About this task
Return all lines from the entries below in which the word "dead" is present.

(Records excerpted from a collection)

══════════════════════════════

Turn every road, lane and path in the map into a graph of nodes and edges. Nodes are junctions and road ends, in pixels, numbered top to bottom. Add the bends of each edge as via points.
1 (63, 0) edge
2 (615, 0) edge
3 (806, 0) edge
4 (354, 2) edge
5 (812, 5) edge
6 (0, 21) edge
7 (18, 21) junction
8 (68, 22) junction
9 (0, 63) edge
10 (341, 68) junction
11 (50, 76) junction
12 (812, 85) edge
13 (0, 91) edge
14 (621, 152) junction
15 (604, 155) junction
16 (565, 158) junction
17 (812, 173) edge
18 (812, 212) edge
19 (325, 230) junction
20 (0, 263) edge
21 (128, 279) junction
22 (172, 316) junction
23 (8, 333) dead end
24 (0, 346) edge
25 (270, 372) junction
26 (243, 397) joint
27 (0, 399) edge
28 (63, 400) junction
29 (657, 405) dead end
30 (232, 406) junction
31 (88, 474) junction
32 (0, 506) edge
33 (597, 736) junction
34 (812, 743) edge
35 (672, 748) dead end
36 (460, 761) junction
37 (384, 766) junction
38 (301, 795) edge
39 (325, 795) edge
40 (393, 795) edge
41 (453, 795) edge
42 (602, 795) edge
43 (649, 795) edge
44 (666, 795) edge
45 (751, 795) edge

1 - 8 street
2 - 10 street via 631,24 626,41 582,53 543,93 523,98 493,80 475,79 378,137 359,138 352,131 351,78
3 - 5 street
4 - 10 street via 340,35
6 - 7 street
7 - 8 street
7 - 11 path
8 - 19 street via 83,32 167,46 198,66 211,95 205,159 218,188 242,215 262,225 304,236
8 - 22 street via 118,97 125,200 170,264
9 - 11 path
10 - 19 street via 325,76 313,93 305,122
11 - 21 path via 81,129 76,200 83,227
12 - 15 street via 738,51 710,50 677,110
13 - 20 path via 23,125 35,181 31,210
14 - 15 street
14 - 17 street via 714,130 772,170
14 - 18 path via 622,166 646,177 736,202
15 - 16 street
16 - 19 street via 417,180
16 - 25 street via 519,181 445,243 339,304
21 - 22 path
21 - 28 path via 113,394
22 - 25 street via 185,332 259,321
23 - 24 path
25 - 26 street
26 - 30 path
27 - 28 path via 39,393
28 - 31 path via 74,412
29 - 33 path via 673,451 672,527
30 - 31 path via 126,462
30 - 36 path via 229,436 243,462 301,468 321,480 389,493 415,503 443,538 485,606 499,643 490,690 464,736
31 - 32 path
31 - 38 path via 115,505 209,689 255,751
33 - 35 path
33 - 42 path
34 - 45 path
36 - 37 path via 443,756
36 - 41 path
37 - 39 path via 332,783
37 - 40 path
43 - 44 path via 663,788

══════════════════════════════

Finished exercise
23 (8, 333) dead end
29 (657, 405) dead end
35 (672, 748) dead end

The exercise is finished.